**TO DO:**
The exercise calls for every entry that follows to be repeated exactly.
-- MATERIAL FOR THIS TASK follows --
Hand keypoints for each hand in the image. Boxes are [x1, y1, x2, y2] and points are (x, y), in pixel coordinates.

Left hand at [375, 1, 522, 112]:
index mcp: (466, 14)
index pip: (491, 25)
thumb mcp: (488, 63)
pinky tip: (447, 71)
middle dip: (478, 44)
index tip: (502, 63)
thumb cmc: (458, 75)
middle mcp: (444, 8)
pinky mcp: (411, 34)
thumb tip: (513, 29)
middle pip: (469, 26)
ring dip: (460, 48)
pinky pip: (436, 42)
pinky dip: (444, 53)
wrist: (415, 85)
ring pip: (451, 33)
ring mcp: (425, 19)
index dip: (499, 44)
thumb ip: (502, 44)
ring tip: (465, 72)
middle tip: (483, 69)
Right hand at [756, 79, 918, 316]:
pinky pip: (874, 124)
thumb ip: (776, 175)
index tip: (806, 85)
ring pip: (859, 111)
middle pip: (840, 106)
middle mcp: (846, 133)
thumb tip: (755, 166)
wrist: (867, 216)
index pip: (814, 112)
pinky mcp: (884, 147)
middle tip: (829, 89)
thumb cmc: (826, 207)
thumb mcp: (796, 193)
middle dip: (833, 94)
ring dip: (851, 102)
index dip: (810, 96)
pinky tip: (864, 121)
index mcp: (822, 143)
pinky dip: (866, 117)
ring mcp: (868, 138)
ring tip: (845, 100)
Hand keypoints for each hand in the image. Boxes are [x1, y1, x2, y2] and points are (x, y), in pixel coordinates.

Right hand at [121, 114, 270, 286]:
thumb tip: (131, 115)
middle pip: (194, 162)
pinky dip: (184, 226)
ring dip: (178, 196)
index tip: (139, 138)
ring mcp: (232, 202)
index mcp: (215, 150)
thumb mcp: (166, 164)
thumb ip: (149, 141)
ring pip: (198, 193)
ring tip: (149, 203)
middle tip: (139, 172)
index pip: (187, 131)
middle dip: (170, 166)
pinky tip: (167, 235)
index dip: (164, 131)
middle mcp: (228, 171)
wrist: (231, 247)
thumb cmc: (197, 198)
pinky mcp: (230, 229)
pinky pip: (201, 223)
-- MATERIAL FOR THIS TASK concluded --
**ANSWER BELOW:**
Hand keypoints for each hand in the image. Boxes are [x1, y1, x2, y2] and points are (x, y), in pixel coordinates.

Left hand at [375, 1, 522, 112]:
index mcp: (466, 14)
index pip: (491, 25)
thumb mcp: (488, 63)
pinky tip: (447, 71)
middle dip: (478, 44)
index tip: (502, 63)
thumb cmc: (458, 75)
middle mcp: (444, 8)
pinky mcp: (411, 34)
thumb tip: (513, 29)
middle pip: (469, 26)
ring dip: (460, 48)
pinky pip: (436, 42)
pinky dip: (444, 53)
wrist: (415, 85)
ring pip: (451, 33)
ring mcp: (425, 19)
index dip: (499, 44)
thumb ip: (502, 44)
ring tip: (465, 72)
middle tip: (483, 69)
Right hand at [756, 79, 918, 316]:
pinky pip: (874, 124)
thumb ip: (776, 175)
index tip: (806, 85)
ring pip: (859, 111)
middle pip: (840, 106)
middle mcp: (846, 133)
thumb tip: (755, 166)
wrist: (867, 216)
index pip: (814, 112)
pinky mcp: (884, 147)
middle tip: (829, 89)
thumb cmc: (826, 207)
thumb mcp: (796, 193)
middle dip: (833, 94)
ring dip: (851, 102)
index dip: (810, 96)
pinky tip: (864, 121)
index mcp: (822, 143)
pinky dip: (866, 117)
ring mcp: (868, 138)
ring tip: (845, 100)
Hand keypoints for each hand in the image. Boxes are [x1, y1, x2, y2] and points are (x, y), in pixel coordinates.

Right hand at [121, 114, 270, 286]:
thumb tip: (131, 115)
middle pip: (194, 162)
pinky dip: (184, 226)
ring dip: (178, 196)
index tip: (139, 138)
ring mcp: (232, 202)
index mcp: (215, 150)
thumb mcp: (166, 164)
thumb ip: (149, 141)
ring pip: (198, 193)
ring tip: (149, 203)
middle tip: (139, 172)
index pip: (187, 131)
middle dip: (170, 166)
pinky tip: (167, 235)
index dip: (164, 131)
middle mcp: (228, 171)
wrist: (231, 247)
thumb cmc: (197, 198)
pinky mcp: (230, 229)
pinky pip: (201, 223)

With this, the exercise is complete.